HOW TO COMPLETE THIS TASK »
Retyping all the entries exactly is the whole task.

··· PROVIDED RECORDS

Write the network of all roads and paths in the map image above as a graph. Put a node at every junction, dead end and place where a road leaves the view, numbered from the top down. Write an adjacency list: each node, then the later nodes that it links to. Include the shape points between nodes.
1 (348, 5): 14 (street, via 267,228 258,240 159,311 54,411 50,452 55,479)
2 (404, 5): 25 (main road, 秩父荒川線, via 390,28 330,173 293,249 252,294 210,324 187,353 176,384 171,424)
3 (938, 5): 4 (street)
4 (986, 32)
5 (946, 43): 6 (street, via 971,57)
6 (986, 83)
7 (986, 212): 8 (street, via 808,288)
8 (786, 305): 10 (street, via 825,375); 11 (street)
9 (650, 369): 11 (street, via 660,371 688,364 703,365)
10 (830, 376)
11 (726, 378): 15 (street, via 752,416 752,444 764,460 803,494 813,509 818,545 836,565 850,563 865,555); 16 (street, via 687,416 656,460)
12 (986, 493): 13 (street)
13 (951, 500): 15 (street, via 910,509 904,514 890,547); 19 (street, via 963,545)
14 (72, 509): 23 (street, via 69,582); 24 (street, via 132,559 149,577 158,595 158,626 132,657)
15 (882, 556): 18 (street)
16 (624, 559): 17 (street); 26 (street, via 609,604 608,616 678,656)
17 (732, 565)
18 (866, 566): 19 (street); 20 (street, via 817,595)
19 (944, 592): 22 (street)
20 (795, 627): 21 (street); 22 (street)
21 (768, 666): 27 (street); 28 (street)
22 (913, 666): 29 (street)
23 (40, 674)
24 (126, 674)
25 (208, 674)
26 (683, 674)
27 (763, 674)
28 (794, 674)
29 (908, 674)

······

SOLUTION FOR THIS PROBLEM »
Write the network of all roads and paths in the map image above as a graph. Put a node at every junction, dead end and place where a road leaves the view, numbered from the top down. Write an adjacency list: each node, then the later nodes that it links to. Include the shape points between nodes.
1 (348, 5): 14 (street, via 267,228 258,240 159,311 54,411 50,452 55,479)
2 (404, 5): 25 (main road, 秩父荒川線, via 390,28 330,173 293,249 252,294 210,324 187,353 176,384 171,424)
3 (938, 5): 4 (street)
4 (986, 32)
5 (946, 43): 6 (street, via 971,57)
6 (986, 83)
7 (986, 212): 8 (street, via 808,288)
8 (786, 305): 10 (street, via 825,375); 11 (street)
9 (650, 369): 11 (street, via 660,371 688,364 703,365)
10 (830, 376)
11 (726, 378): 15 (street, via 752,416 752,444 764,460 803,494 813,509 818,545 836,565 850,563 865,555); 16 (street, via 687,416 656,460)
12 (986, 493): 13 (street)
13 (951, 500): 15 (street, via 910,509 904,514 890,547); 19 (street, via 963,545)
14 (72, 509): 23 (street, via 69,582); 24 (street, via 132,559 149,577 158,595 158,626 132,657)
15 (882, 556): 18 (street)
16 (624, 559): 17 (street); 26 (street, via 609,604 608,616 678,656)
17 (732, 565)
18 (866, 566): 19 (street); 20 (street, via 817,595)
19 (944, 592): 22 (street)
20 (795, 627): 21 (street); 22 (street)
21 (768, 666): 27 (street); 28 (street)
22 (913, 666): 29 (street)
23 (40, 674)
24 (126, 674)
25 (208, 674)
26 (683, 674)
27 (763, 674)
28 (794, 674)
29 (908, 674)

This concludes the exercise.